Exercise directions: Every line of the material that mentions the word "INTERNA" should be copied out.

■ ■ ■ ■ ■ ■ ■

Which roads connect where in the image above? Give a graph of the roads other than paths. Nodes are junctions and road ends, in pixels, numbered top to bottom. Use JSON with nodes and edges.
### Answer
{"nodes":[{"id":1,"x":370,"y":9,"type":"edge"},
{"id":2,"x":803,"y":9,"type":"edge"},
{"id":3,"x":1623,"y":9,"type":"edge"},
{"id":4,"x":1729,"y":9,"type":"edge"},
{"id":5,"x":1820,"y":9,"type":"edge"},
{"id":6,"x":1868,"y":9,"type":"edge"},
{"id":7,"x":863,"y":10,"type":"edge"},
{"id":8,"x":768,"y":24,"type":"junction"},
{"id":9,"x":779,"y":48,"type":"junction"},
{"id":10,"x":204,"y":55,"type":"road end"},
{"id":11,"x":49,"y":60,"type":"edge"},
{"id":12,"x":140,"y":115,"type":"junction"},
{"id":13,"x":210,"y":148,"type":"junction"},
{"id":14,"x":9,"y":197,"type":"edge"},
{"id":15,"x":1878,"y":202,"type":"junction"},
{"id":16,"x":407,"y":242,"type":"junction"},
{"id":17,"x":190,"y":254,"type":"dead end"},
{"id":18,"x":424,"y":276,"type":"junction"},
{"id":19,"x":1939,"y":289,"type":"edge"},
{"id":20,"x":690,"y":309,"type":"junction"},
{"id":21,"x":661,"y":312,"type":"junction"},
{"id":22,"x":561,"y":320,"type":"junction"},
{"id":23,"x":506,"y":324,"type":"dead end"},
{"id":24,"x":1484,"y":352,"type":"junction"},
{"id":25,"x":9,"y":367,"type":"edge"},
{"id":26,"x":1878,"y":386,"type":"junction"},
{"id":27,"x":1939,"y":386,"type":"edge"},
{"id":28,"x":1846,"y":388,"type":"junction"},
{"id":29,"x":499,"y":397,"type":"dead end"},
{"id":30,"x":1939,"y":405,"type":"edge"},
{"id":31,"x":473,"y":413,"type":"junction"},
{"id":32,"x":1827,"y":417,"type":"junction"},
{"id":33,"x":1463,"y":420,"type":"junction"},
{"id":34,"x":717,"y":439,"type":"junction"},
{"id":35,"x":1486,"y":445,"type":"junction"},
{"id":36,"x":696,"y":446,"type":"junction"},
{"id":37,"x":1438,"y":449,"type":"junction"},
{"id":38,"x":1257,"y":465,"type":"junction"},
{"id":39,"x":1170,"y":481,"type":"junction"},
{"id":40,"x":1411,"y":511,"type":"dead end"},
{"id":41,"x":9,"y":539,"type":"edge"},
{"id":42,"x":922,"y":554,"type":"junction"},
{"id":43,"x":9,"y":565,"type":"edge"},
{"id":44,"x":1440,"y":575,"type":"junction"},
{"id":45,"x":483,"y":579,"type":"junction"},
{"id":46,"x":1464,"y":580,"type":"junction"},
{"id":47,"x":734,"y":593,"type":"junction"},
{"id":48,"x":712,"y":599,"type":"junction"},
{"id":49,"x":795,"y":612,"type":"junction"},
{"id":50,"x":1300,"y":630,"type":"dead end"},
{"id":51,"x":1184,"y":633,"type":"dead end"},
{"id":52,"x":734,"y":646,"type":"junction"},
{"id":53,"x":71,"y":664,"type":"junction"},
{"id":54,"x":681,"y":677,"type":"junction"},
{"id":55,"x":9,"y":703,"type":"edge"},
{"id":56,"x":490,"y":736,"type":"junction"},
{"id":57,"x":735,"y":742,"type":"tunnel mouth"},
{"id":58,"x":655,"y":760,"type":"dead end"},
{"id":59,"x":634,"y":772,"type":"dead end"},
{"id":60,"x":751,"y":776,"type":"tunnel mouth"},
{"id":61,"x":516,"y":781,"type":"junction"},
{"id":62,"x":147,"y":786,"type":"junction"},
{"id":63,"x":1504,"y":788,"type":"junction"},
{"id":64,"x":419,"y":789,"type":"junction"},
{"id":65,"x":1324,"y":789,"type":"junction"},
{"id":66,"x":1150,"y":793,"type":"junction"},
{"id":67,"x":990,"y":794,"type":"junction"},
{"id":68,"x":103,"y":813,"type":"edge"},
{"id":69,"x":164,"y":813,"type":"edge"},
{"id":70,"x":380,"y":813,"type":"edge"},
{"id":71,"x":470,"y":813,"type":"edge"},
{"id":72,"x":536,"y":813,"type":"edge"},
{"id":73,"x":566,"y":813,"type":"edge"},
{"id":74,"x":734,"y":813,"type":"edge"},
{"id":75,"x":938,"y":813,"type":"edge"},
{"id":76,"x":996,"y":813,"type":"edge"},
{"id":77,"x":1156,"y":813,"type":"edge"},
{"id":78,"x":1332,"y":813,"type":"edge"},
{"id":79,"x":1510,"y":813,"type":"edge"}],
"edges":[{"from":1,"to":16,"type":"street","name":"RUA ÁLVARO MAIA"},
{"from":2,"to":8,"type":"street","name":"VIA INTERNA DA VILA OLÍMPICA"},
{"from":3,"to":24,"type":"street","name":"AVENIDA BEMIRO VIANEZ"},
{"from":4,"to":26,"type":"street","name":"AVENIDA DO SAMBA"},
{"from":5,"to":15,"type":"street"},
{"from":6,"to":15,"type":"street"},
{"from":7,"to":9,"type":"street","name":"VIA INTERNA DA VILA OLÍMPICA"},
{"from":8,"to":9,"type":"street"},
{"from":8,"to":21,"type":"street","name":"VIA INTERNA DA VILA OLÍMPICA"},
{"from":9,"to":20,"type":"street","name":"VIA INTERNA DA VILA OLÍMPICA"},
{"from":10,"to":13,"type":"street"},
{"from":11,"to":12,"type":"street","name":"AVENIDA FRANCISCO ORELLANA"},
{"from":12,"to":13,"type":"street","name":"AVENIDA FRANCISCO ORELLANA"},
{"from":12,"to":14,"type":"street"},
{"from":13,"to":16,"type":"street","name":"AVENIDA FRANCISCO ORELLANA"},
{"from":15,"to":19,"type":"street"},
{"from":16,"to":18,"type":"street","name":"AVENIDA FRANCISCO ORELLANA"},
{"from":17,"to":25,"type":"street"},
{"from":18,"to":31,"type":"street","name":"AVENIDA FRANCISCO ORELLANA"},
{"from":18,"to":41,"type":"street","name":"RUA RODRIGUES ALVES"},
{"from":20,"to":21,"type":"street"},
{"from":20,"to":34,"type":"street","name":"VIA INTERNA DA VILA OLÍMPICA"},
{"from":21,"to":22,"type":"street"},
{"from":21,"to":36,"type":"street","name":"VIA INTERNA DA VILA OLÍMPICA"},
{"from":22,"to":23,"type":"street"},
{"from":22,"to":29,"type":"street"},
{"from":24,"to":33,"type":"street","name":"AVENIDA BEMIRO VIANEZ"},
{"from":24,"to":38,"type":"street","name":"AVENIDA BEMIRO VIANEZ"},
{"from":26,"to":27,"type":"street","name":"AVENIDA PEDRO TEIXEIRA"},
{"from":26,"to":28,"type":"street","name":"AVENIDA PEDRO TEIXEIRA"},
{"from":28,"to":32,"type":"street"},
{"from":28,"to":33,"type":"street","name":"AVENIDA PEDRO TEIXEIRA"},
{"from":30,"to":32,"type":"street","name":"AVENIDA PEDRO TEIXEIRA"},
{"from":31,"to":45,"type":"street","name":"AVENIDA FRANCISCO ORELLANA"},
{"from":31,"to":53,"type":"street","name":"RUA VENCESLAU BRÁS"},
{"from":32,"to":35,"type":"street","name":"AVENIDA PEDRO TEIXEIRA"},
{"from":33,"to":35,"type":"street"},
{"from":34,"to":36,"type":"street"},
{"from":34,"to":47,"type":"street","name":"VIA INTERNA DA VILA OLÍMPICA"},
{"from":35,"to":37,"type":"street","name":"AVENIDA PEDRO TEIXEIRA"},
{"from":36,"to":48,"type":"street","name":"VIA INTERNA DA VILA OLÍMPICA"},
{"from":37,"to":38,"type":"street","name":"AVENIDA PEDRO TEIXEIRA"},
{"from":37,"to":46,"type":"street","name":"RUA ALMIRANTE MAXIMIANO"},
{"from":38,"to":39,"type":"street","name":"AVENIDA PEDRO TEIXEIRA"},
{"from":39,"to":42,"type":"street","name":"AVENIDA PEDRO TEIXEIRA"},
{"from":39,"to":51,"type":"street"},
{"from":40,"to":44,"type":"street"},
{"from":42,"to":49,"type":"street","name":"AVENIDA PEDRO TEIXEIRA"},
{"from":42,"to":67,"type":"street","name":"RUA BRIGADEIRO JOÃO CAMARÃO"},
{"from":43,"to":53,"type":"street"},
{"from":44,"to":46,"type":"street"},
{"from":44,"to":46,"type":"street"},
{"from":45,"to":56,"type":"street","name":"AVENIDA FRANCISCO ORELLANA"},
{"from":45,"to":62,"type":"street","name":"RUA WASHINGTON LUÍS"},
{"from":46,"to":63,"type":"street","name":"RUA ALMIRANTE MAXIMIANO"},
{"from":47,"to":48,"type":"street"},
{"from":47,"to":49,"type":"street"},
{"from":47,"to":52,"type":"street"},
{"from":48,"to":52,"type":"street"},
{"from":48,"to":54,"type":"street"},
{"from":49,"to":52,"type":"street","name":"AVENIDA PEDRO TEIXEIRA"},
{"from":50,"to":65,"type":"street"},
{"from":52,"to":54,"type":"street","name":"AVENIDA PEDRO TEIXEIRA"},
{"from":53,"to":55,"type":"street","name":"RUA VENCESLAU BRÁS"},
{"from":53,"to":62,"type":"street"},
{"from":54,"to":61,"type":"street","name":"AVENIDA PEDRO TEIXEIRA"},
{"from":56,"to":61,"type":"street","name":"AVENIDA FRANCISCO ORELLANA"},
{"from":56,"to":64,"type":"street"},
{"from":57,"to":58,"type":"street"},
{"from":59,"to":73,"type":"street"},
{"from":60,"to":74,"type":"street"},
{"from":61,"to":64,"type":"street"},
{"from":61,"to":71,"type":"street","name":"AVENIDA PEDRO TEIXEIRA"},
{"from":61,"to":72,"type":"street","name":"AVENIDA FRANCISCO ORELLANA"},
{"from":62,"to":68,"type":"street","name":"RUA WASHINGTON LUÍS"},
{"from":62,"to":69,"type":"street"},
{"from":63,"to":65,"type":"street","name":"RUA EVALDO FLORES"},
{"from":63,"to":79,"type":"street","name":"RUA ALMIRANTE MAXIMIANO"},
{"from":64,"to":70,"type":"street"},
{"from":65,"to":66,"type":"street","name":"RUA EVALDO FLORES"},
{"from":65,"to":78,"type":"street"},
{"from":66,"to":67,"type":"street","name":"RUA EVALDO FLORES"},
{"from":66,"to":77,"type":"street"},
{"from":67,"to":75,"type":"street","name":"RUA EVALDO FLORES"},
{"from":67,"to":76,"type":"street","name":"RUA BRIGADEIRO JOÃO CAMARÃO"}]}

■ ■ ■ ■ ■ ■ ■

Solution to the problem:
{"from":2,"to":8,"type":"street","name":"VIA INTERNA DA VILA OLÍMPICA"},
{"from":7,"to":9,"type":"street","name":"VIA INTERNA DA VILA OLÍMPICA"},
{"from":8,"to":21,"type":"street","name":"VIA INTERNA DA VILA OLÍMPICA"},
{"from":9,"to":20,"type":"street","name":"VIA INTERNA DA VILA OLÍMPICA"},
{"from":20,"to":34,"type":"street","name":"VIA INTERNA DA VILA OLÍMPICA"},
{"from":21,"to":36,"type":"street","name":"VIA INTERNA DA VILA OLÍMPICA"},
{"from":34,"to":47,"type":"street","name":"VIA INTERNA DA VILA OLÍMPICA"},
{"from":36,"to":48,"type":"street","name":"VIA INTERNA DA VILA OLÍMPICA"},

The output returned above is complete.